Top of Material for the task
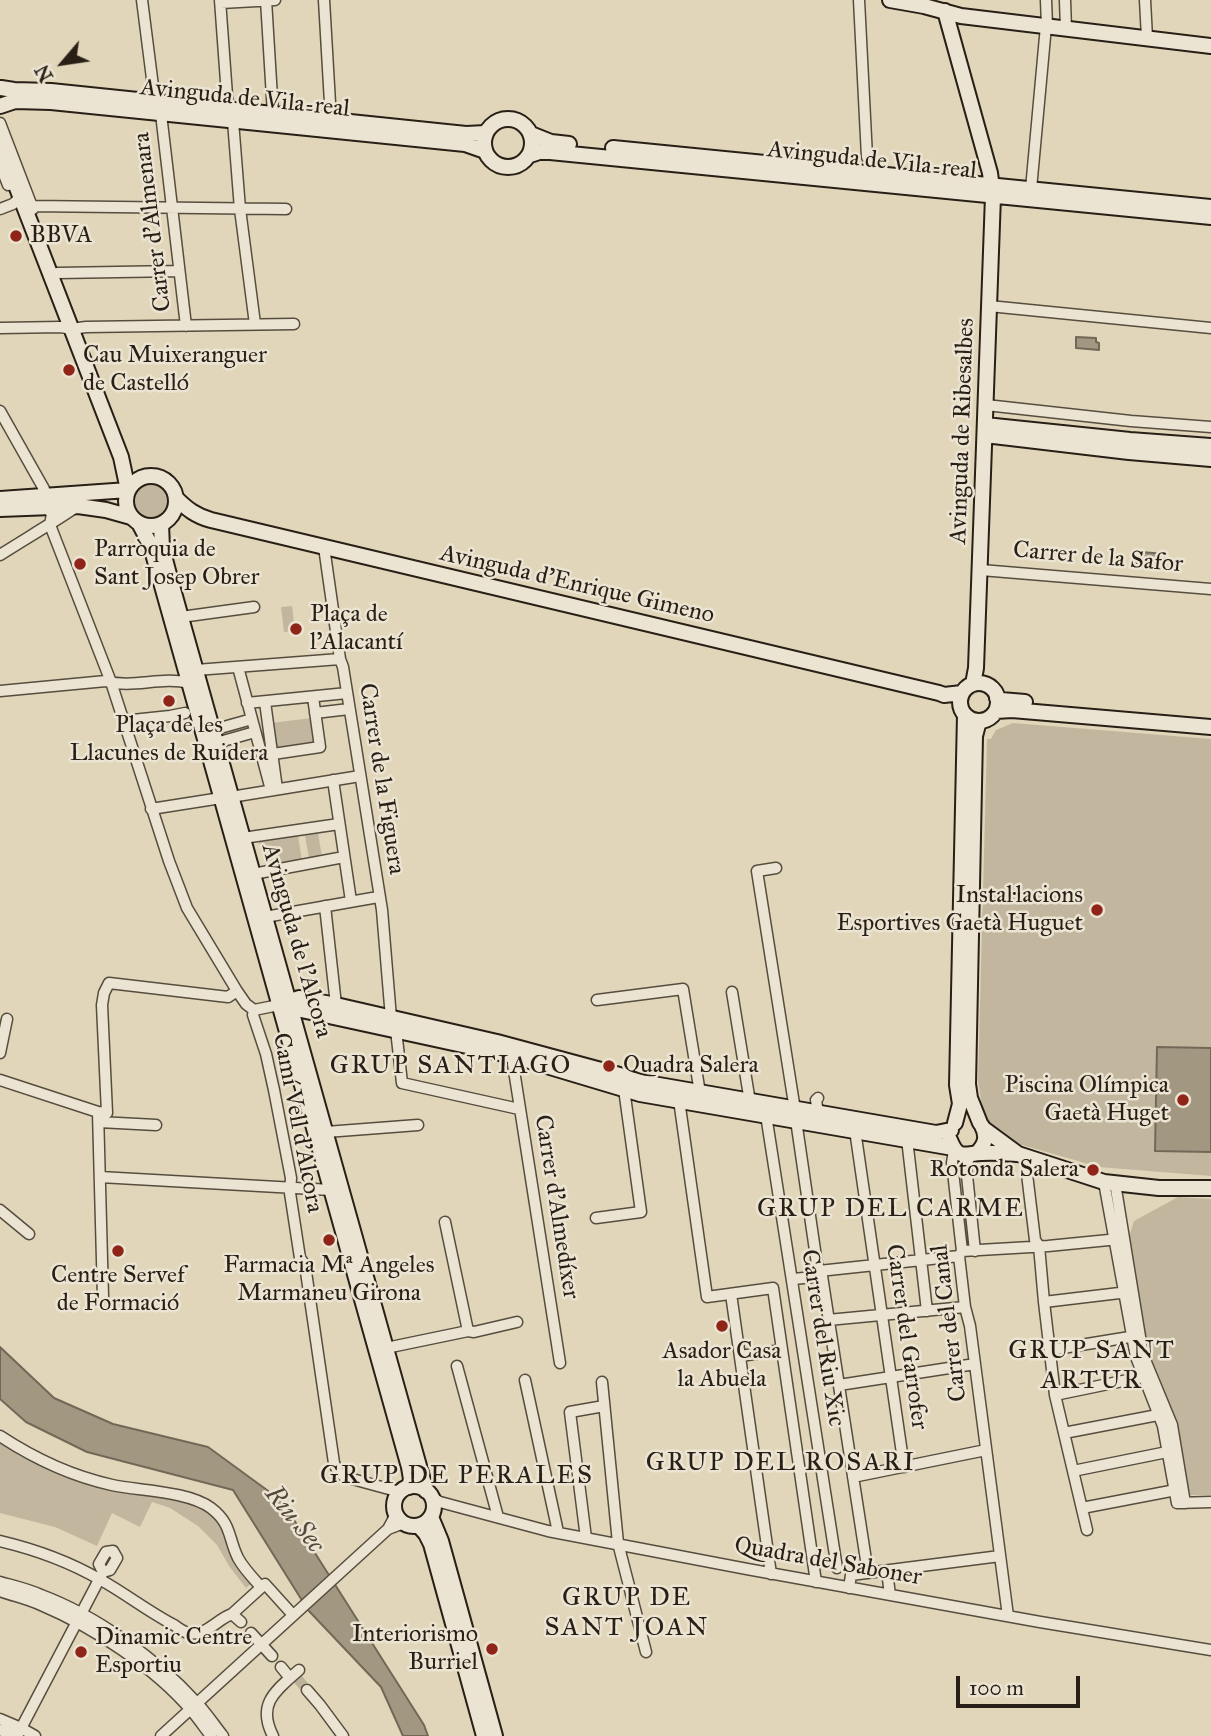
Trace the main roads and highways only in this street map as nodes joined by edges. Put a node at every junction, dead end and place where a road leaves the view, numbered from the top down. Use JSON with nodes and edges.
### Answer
{"nodes":[{"id":1,"x":890,"y":0,"type":"edge"},
{"id":2,"x":940,"y":7,"type":"edge"},
{"id":3,"x":1211,"y":46,"type":"edge"},
{"id":4,"x":1,"y":87,"type":"edge"},
{"id":5,"x":0,"y":106,"type":"edge"},
{"id":6,"x":158,"y":108,"type":"junction"},
{"id":7,"x":231,"y":115,"type":"junction"},
{"id":8,"x":486,"y":132,"type":"junction"},
{"id":9,"x":531,"y":134,"type":"junction"},
{"id":10,"x":0,"y":144,"type":"edge"},
{"id":11,"x":485,"y":151,"type":"junction"},
{"id":12,"x":530,"y":155,"type":"junction"},
{"id":13,"x":992,"y":191,"type":"junction"},
{"id":14,"x":1211,"y":207,"type":"edge"},
{"id":15,"x":1211,"y":217,"type":"edge"},
{"id":16,"x":985,"y":430,"type":"junction"},
{"id":17,"x":1211,"y":446,"type":"edge"},
{"id":18,"x":121,"y":457,"type":"junction"},
{"id":19,"x":1211,"y":459,"type":"edge"},
{"id":20,"x":143,"y":477,"type":"junction"},
{"id":21,"x":128,"y":490,"type":"junction"},
{"id":22,"x":176,"y":498,"type":"junction"},
{"id":23,"x":0,"y":499,"type":"edge"},
{"id":24,"x":45,"y":501,"type":"junction"},
{"id":25,"x":0,"y":509,"type":"edge"},
{"id":26,"x":200,"y":517,"type":"junction"},
{"id":27,"x":135,"y":520,"type":"junction"},
{"id":28,"x":165,"y":522,"type":"junction"},
{"id":29,"x":186,"y":676,"type":"junction"},
{"id":30,"x":968,"y":696,"type":"junction"},
{"id":31,"x":996,"y":704,"type":"junction"},
{"id":32,"x":1211,"y":718,"type":"edge"},
{"id":33,"x":979,"y":721,"type":"junction"},
{"id":34,"x":1211,"y":727,"type":"edge"},
{"id":35,"x":226,"y":797,"type":"junction"},
{"id":36,"x":286,"y":1005,"type":"junction"},
{"id":37,"x":394,"y":1024,"type":"junction"},
{"id":38,"x":625,"y":1083,"type":"junction"},
{"id":39,"x":642,"y":1088,"type":"junction"},
{"id":40,"x":701,"y":1099,"type":"junction"},
{"id":41,"x":751,"y":1107,"type":"junction"},
{"id":42,"x":795,"y":1115,"type":"junction"},
{"id":43,"x":856,"y":1125,"type":"junction"},
{"id":44,"x":982,"y":1126,"type":"junction"},
{"id":45,"x":953,"y":1127,"type":"junction"},
{"id":46,"x":954,"y":1149,"type":"junction"},
{"id":47,"x":974,"y":1154,"type":"junction"},
{"id":48,"x":1025,"y":1157,"type":"junction"},
{"id":49,"x":1159,"y":1188,"type":"junction"},
{"id":50,"x":1211,"y":1188,"type":"edge"},
{"id":51,"x":1211,"y":1197,"type":"edge"},
{"id":52,"x":404,"y":1490,"type":"junction"},
{"id":53,"x":430,"y":1507,"type":"junction"},
{"id":54,"x":484,"y":1736,"type":"edge"},
{"id":55,"x":495,"y":1736,"type":"edge"}],
"edges":[{"from":1,"to":2,"type":"main road"},
{"from":2,"to":3,"type":"main road"},
{"from":2,"to":13,"type":"main road","name":"Avinguda de Ribesalbes"},
{"from":4,"to":5,"type":"main road"},
{"from":4,"to":6,"type":"main road","name":"Avinguda de Vila-real"},
{"from":5,"to":6,"type":"main road","name":"Avinguda de Vila-real"},
{"from":6,"to":7,"type":"main road","name":"Avinguda de Vila-real"},
{"from":7,"to":8,"type":"main road","name":"Avinguda de Vila-real"},
{"from":7,"to":11,"type":"main road","name":"Avinguda de Vila-real"},
{"from":8,"to":9,"type":"main road"},
{"from":8,"to":11,"type":"main road"},
{"from":9,"to":12,"type":"main road"},
{"from":9,"to":13,"type":"main road","name":"Avinguda de Vila-real"},
{"from":10,"to":18,"type":"main road"},
{"from":11,"to":12,"type":"main road"},
{"from":12,"to":13,"type":"main road","name":"Avinguda de Vila-real"},
{"from":13,"to":14,"type":"main road","name":"Avinguda de Vila-real"},
{"from":13,"to":15,"type":"main road","name":"Avinguda de Vila-real"},
{"from":13,"to":16,"type":"main road","name":"Avinguda de Ribesalbes"},
{"from":16,"to":17,"type":"main road"},
{"from":16,"to":19,"type":"main road"},
{"from":16,"to":30,"type":"main road","name":"Avinguda de Ribesalbes"},
{"from":18,"to":20,"type":"main road"},
{"from":18,"to":21,"type":"main road"},
{"from":20,"to":21,"type":"main road"},
{"from":20,"to":22,"type":"main road"},
{"from":21,"to":24,"type":"main road"},
{"from":21,"to":27,"type":"main road"},
{"from":22,"to":26,"type":"main road","name":"Avinguda d'Enrique Gimeno"},
{"from":22,"to":28,"type":"main road"},
{"from":23,"to":24,"type":"main road"},
{"from":24,"to":25,"type":"main road"},
{"from":24,"to":27,"type":"main road"},
{"from":26,"to":28,"type":"main road","name":"Avinguda d'Enrique Gimeno"},
{"from":26,"to":30,"type":"main road","name":"Avinguda d'Enrique Gimeno"},
{"from":27,"to":28,"type":"main road"},
{"from":27,"to":29,"type":"main road","name":"Avinguda de l'Alcora"},
{"from":28,"to":29,"type":"main road","name":"Avinguda de l'Alcora"},
{"from":29,"to":35,"type":"main road","name":"Avinguda de l'Alcora"},
{"from":29,"to":35,"type":"main road","name":"Avinguda de l'Alcora"},
{"from":30,"to":31,"type":"main road"},
{"from":30,"to":33,"type":"main road"},
{"from":30,"to":45,"type":"main road","name":"Avinguda de Ribesalbes"},
{"from":31,"to":32,"type":"main road"},
{"from":31,"to":33,"type":"main road"},
{"from":31,"to":34,"type":"main road"},
{"from":33,"to":44,"type":"main road"},
{"from":35,"to":36,"type":"main road","name":"Avinguda de l'Alcora"},
{"from":35,"to":36,"type":"main road","name":"Avinguda de l'Alcora"},
{"from":36,"to":37,"type":"main road"},
{"from":36,"to":37,"type":"main road"},
{"from":36,"to":52,"type":"main road","name":"Avinguda de l'Alcora"},
{"from":36,"to":53,"type":"main road","name":"Avinguda de l'Alcora"},
{"from":37,"to":38,"type":"main road"},
{"from":37,"to":38,"type":"main road"},
{"from":38,"to":39,"type":"main road"},
{"from":39,"to":40,"type":"main road"},
{"from":39,"to":40,"type":"main road"},
{"from":40,"to":41,"type":"main road"},
{"from":41,"to":42,"type":"main road"},
{"from":41,"to":42,"type":"main road"},
{"from":42,"to":43,"type":"main road"},
{"from":42,"to":43,"type":"main road"},
{"from":43,"to":45,"type":"main road"},
{"from":43,"to":46,"type":"main road"},
{"from":44,"to":45,"type":"main road"},
{"from":44,"to":47,"type":"main road"},
{"from":44,"to":48,"type":"main road"},
{"from":45,"to":46,"type":"main road"},
{"from":46,"to":47,"type":"main road"},
{"from":47,"to":48,"type":"main road"},
{"from":48,"to":49,"type":"main road"},
{"from":49,"to":50,"type":"main road"},
{"from":49,"to":51,"type":"main road"},
{"from":52,"to":53,"type":"main road"},
{"from":52,"to":53,"type":"main road"},
{"from":53,"to":54,"type":"main road","name":"Avinguda de l'Alcora"},
{"from":53,"to":55,"type":"main road","name":"Avinguda de l'Alcora"}]}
Bottom of Material for the task
Instructions to follow:
Only the number is wanted: how many lines in the data include the word "Enrique"?

Exercise response:
3